> _The task_: Read the listing and extract each line that includes the word "paths".

> _Input data_:
_ _ _
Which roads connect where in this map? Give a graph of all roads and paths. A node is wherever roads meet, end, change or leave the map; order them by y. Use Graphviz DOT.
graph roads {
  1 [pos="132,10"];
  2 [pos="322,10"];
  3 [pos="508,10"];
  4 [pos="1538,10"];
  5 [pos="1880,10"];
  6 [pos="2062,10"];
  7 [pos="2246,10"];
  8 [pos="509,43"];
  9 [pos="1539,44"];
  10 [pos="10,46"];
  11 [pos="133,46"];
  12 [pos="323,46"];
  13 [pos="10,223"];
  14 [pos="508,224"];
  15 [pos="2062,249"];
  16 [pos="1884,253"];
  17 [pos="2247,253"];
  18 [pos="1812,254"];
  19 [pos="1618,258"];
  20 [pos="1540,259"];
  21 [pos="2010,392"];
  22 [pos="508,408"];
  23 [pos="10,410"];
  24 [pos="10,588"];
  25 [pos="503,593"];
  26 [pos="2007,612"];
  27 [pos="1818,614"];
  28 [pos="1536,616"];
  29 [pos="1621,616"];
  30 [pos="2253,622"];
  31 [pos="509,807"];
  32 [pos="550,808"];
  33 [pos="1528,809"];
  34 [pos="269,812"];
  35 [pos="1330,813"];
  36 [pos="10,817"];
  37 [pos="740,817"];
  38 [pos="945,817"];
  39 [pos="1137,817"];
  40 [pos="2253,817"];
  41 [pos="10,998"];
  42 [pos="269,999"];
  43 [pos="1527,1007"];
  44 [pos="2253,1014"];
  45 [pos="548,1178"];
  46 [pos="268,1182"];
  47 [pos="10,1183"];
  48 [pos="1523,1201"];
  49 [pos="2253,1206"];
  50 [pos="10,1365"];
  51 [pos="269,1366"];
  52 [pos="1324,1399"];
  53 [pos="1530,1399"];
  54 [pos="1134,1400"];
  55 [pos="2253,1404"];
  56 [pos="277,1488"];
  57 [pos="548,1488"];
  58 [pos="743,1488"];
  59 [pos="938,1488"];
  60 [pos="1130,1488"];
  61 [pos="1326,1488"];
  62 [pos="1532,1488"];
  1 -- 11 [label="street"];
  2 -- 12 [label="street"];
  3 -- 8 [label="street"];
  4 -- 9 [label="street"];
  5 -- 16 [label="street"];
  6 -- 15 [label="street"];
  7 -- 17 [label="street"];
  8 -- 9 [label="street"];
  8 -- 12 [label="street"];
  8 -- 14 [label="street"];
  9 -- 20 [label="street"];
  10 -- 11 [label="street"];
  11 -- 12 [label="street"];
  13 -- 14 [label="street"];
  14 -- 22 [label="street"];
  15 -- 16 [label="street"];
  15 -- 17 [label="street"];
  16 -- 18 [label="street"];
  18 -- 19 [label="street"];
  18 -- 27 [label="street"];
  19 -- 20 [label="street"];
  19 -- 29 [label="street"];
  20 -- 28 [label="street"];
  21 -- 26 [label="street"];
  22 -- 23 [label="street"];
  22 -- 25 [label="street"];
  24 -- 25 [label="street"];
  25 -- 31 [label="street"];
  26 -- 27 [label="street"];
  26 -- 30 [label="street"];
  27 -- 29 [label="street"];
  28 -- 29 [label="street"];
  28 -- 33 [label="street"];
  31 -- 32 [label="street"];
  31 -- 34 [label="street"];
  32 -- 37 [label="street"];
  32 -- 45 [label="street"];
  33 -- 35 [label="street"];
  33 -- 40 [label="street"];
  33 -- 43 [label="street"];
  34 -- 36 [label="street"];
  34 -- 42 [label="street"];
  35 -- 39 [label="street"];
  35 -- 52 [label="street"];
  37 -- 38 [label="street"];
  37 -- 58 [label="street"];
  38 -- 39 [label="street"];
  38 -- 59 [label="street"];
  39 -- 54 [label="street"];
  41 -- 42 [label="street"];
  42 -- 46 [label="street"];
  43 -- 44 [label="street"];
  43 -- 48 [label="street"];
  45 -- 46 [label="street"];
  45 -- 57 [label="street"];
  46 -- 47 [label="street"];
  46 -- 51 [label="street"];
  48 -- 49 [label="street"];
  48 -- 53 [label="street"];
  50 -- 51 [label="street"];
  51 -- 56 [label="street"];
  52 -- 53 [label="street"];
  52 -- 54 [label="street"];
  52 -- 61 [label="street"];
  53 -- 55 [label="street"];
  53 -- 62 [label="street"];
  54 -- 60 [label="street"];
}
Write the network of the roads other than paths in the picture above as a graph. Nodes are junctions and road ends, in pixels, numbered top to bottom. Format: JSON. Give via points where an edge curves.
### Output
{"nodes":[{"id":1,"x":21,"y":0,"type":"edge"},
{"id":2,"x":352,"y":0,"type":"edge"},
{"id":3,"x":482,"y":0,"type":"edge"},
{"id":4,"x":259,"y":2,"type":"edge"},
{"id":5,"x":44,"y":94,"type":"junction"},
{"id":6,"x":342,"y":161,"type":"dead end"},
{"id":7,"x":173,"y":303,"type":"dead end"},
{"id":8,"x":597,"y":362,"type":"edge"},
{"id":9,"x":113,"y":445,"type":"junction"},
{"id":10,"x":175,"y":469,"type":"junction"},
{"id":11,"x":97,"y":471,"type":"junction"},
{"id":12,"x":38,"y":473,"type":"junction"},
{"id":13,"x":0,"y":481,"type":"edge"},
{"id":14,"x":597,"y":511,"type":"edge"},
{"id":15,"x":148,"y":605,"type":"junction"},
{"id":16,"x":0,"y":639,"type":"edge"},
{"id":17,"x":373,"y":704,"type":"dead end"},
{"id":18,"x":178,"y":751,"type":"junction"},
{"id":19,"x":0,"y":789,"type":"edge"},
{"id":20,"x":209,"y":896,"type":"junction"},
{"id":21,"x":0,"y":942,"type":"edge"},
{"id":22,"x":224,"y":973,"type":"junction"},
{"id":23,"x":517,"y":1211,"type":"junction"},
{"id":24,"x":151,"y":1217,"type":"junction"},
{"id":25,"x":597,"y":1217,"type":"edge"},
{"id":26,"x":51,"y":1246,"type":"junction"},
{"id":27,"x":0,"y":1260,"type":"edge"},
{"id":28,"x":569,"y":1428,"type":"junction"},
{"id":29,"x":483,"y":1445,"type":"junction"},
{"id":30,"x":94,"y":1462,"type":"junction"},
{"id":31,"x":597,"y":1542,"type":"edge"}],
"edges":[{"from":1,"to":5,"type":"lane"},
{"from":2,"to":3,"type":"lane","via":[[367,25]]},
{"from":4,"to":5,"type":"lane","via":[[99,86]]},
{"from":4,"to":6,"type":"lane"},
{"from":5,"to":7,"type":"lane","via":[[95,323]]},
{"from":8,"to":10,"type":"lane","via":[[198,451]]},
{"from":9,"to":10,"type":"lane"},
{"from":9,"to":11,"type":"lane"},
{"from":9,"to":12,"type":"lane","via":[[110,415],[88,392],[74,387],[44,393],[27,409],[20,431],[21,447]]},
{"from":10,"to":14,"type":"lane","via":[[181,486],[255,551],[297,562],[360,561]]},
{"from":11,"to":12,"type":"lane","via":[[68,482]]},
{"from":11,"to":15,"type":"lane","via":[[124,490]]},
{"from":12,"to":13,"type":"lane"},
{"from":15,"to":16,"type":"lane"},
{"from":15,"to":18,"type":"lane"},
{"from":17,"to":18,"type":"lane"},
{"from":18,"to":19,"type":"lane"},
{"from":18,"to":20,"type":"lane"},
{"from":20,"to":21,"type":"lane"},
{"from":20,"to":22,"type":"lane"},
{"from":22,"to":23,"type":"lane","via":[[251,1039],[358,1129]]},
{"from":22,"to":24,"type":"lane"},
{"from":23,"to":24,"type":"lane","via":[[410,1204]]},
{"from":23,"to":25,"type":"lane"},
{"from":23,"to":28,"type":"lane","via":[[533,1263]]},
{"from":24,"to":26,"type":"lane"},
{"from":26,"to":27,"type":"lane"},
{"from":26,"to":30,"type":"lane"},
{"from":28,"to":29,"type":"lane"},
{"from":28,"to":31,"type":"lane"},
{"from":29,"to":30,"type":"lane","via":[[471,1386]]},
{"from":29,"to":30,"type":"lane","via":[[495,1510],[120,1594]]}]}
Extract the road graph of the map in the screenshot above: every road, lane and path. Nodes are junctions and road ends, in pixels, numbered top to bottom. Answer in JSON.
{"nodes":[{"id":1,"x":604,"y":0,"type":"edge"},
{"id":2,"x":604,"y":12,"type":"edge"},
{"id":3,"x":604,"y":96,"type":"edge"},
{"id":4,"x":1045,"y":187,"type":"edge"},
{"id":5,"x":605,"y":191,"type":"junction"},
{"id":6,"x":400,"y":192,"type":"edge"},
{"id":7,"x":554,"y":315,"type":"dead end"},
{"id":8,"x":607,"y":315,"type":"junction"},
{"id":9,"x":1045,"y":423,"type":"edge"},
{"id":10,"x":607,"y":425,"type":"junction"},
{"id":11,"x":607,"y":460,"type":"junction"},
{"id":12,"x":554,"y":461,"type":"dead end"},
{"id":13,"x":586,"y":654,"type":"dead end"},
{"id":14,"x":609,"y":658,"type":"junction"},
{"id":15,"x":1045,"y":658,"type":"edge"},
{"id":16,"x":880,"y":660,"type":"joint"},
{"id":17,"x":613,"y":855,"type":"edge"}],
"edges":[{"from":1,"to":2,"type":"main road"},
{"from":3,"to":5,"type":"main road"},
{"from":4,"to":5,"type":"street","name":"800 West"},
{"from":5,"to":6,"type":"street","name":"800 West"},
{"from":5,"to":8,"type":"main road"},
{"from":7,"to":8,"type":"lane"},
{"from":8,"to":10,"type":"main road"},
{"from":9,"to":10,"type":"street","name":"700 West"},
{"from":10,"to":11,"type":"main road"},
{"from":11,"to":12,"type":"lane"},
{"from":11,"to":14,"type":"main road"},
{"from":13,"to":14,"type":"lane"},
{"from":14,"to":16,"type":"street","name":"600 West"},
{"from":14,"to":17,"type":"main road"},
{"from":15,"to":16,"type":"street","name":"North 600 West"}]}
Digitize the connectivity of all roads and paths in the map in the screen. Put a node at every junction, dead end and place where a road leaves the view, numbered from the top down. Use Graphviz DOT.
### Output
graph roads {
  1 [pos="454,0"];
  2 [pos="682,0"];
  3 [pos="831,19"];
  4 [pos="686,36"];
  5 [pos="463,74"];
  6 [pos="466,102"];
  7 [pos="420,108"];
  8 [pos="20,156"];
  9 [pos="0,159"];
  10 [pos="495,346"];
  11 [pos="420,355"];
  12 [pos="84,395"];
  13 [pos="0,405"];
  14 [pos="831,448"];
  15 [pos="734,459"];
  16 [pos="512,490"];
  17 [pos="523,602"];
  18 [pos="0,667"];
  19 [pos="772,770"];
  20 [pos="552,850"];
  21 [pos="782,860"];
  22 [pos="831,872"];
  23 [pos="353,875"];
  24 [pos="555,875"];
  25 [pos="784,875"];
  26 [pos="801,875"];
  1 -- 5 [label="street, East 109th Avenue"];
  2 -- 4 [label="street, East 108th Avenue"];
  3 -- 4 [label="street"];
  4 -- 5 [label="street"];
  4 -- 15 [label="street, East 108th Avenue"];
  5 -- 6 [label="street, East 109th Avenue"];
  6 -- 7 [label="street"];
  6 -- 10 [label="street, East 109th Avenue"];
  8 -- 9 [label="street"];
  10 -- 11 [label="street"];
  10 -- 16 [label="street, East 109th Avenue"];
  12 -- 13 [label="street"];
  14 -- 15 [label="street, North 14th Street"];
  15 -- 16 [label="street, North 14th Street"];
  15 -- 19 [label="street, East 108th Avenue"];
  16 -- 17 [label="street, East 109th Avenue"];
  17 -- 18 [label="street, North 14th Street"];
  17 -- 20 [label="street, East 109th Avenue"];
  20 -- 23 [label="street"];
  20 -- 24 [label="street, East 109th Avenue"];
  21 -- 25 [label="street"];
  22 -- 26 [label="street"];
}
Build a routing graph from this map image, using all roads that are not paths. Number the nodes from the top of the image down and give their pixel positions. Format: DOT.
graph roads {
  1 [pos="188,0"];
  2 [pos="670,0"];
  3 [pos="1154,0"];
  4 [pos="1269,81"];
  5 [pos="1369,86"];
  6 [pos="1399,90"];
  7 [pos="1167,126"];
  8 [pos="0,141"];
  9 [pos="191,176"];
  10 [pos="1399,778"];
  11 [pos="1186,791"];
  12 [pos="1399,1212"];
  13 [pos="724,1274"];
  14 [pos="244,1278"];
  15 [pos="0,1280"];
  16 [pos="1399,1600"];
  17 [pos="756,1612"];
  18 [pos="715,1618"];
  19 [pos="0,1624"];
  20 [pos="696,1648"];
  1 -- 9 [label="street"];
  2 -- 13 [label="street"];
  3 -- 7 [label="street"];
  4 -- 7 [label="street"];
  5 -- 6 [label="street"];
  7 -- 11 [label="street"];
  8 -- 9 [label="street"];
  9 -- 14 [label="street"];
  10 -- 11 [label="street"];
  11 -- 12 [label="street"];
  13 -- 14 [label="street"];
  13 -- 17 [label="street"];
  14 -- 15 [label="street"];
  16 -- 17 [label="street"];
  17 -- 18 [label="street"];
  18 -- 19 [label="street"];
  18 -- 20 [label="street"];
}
_ _ _
> _Output of the exercise_:
Which roads connect where in this map? Give a graph of all roads and paths. A node is wherever roads meet, end, change or leave the map; order them by y. Use Graphviz DOT.
Write the network of the roads other than paths in the picture above as a graph. Nodes are junctions and road ends, in pixels, numbered top to bottom. Format: JSON. Give via points where an edge curves.
Digitize the connectivity of all roads and paths in the map in the screen. Put a node at every junction, dead end and place where a road leaves the view, numbered from the top down. Use Graphviz DOT.
Build a routing graph from this map image, using all roads that are not paths. Number the nodes from the top of the image down and give their pixel positions. Format: DOT.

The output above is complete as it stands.